[Skeletal landmark data]
..............................

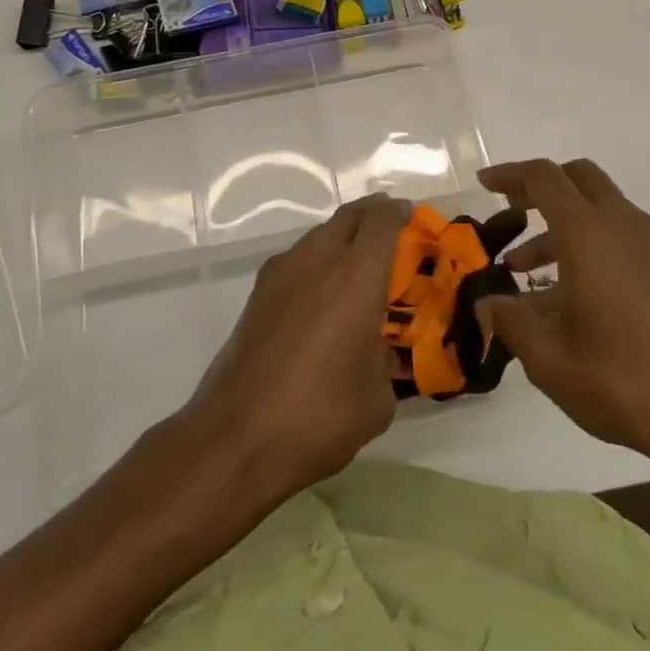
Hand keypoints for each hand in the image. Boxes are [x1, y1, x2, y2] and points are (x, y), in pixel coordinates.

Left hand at [183, 195, 406, 501]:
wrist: (236, 437)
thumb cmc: (320, 415)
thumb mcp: (377, 398)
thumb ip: (385, 360)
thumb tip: (377, 352)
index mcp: (356, 276)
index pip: (382, 221)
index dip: (400, 213)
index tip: (413, 217)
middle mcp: (317, 260)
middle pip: (348, 217)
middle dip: (372, 216)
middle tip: (391, 231)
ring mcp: (281, 273)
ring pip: (318, 235)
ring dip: (341, 238)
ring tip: (357, 266)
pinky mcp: (257, 294)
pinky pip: (296, 260)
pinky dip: (315, 263)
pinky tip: (320, 296)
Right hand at [476, 158, 649, 491]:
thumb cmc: (622, 382)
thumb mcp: (549, 359)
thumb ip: (510, 321)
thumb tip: (487, 303)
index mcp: (589, 234)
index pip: (543, 178)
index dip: (509, 175)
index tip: (483, 186)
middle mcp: (624, 225)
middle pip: (578, 177)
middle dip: (540, 187)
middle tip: (511, 213)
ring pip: (601, 209)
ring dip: (563, 225)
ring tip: (529, 273)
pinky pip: (623, 235)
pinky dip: (592, 243)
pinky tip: (576, 295)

..............................

- **ABOUT THIS EXERCISE**: Give the data again word for word, without images.

- **PROBLEM SOLUTION**:
Hand keypoints for each hand in the image. Boxes are [x1, y1, x2, y2] and points are (x, y), in pixel coordinates.

Left hand at [183, 195, 406, 501]:
wrist: (236, 437)
thumb cmc: (320, 415)
thumb mcp: (377, 398)
thumb ip: (385, 360)
thumb tip: (377, 352)
index mcp: (356, 276)
index pip: (382, 221)
index dip: (400, 213)
index tip: (413, 217)
middle mcp: (317, 260)
middle pip: (348, 217)
middle dip: (372, 216)
middle tip: (391, 231)
ring mcp: (281, 273)
ring pip: (318, 235)
ring dip: (341, 238)
ring tip: (357, 266)
pinky mcp: (257, 294)
pinky pip: (296, 260)
pinky dip: (315, 263)
pinky tip: (320, 296)
Right hand at [476, 158, 649, 491]:
thumb cmc: (622, 382)
thumb mcp: (549, 359)
thumb ip: (510, 321)
thumb tip: (487, 303)
index mcp: (589, 234)
index pip: (543, 178)
index dip: (509, 175)
index tip: (483, 186)
middle mcp: (624, 225)
middle pip: (578, 177)
middle dip: (540, 187)
middle tip: (511, 213)
ring pip: (601, 209)
ring dip: (563, 225)
ring tip: (529, 273)
pinky pip: (623, 235)
pinky dip: (592, 243)
pinky tip: (576, 295)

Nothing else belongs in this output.